La Pologne n’a pas fait mystère des nombreux défis qui ont entravé la réalisation des ODD, tels que la pandémie ou encore la guerre d’agression de la Russie en Ukraine.  « La science doit être réactive et souple pour répondre aux défis, comme elle a su l’être en élaborant les vaccins contre la COVID-19 », a-t-elle prôné.  Les pays qui ne sont pas épris de paix ne peuvent être des partenaires fiables en matière scientifique, a tranché la délégation, en précisant que la Pologne a mis un terme à sa coopération scientifique avec la Russie.

Au sujet du fossé numérique entre pays, l’Ouganda, au nom du Groupe des 77 et la Chine, a demandé une aide publique au développement (APD) accrue, les cibles fixées dans ce domaine n’ayant pas été atteintes.  « Les engagements en matière d’APD doivent être respectés », a-t-il martelé. Enfin, l’Union européenne a exhorté les dirigeants politiques à « écouter les scientifiques », tandis que les États-Unis ont détaillé leur « vision 2023 » lancée en coopération avec l’Organisation des Nations unies pour l’alimentation et l’agriculture (FAO) pour combattre l’insécurité alimentaire. « Nous devons travailler ensemble. »

SESSION THÉMATIQUE 1 

Plus de financements et de capacités efficaces pour la recherche et l’innovation liées aux ODD dans toutes les régions 

Cette session a été l’occasion de faire le point sur l’état de la coopération et du financement de la recherche mondiale -en particulier dans le Sud- pour la réalisation des objectifs de développement durable (ODD), et cela en réunissant des représentants de bailleurs de fonds publics et privés de la recherche-développement (R-D) et d’autres acteurs clefs dans ce domaine.  L’importance d’établir des partenariats sur un pied d’égalité, notamment à travers des conseils scientifiques multilatéraux, a également été soulignée à plusieurs reprises.
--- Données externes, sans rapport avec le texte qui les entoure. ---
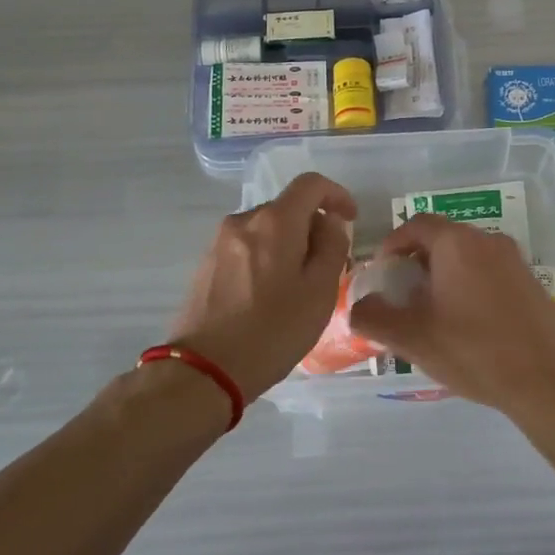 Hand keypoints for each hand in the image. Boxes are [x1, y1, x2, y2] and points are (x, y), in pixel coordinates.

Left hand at [170, 173, 356, 399]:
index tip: (351, 219)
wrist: (204, 371)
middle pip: (287, 207)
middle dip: (312, 227)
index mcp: (275, 221)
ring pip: (266, 229)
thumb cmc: (272, 331)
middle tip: (327, 265)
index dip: (336, 195)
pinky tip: (269, 295)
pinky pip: (247, 247)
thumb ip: (331, 247)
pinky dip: (266, 258)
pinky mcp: (206, 264)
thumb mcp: (319, 292)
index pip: (311, 184)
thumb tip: (329, 223)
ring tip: (298, 286)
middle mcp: (243, 220)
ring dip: (288, 245)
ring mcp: (219, 242)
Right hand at [348, 214, 554, 412]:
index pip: (415, 225)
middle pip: (442, 239)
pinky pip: (490, 272)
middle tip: (404, 296)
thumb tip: (358, 306)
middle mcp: (488, 240)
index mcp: (457, 243)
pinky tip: (468, 324)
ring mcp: (514, 260)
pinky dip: (470, 285)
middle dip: (417, 262)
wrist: (546, 379)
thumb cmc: (474, 351)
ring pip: (467, 256)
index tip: (382, 273)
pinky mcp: (531, 282)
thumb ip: (374, 317)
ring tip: (433, 313)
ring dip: (444, 275)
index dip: (392, 245)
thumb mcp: (412, 338) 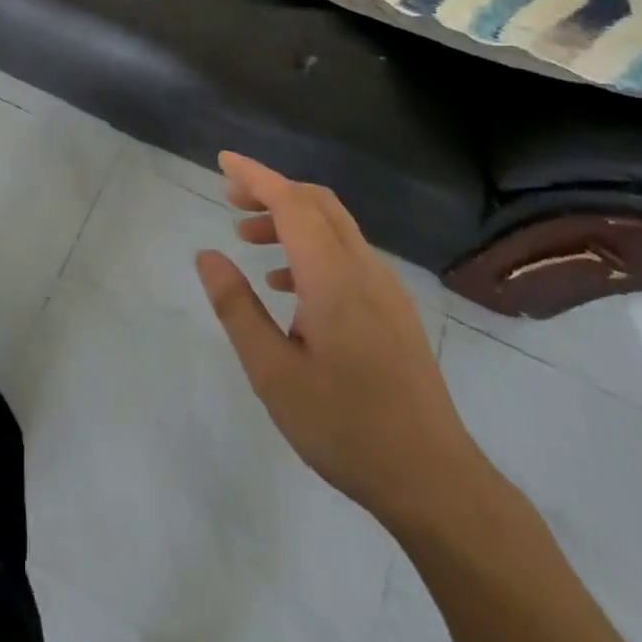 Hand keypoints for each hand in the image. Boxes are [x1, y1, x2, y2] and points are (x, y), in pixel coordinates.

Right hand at [194, 153, 486, 531]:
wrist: (434, 481)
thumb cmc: (345, 427)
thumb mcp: (272, 373)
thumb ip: (237, 308)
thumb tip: (207, 255)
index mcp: (333, 278)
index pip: (292, 203)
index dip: (256, 176)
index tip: (223, 161)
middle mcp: (364, 269)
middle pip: (317, 203)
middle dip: (272, 190)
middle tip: (231, 200)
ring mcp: (386, 289)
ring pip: (335, 226)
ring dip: (291, 219)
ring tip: (248, 240)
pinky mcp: (395, 309)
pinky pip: (348, 254)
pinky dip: (312, 246)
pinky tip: (288, 286)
Première intervenante, Mme DANIELA CARVAJALINO TOBON, l’une des deux lauréats du concours d’innovation de l’ONU, a donné un aperçu des initiatives lancées par Wingu une plateforme numérique pour les services municipaux en Colombie.  Il faut donner des moyens aux scientifiques et chercheurs du Sud pour faire advenir des changements durables dans leurs communautés, a-t-elle indiqué. 

Les gouvernements et les agences de développement doivent appuyer l’innovation au stade émergeant et nouer des partenariats afin de renforcer l’interface politique/société, a appuyé le Président de l’Agence japonaise de coopération internationale (JICA), M. TANAKA AKIHIKO   Les pays développés doivent renforcer leurs propres capacités en R-D, a-t-il expliqué, mais parallèlement ils doivent être plus conscients des enjeux du développement et soutenir les pays en développement.  Et en plus des financements provenant d’agences et de banques de développement, il faut assurer la participation du secteur privé qui a une « fonction catalytique » en matière de R-D.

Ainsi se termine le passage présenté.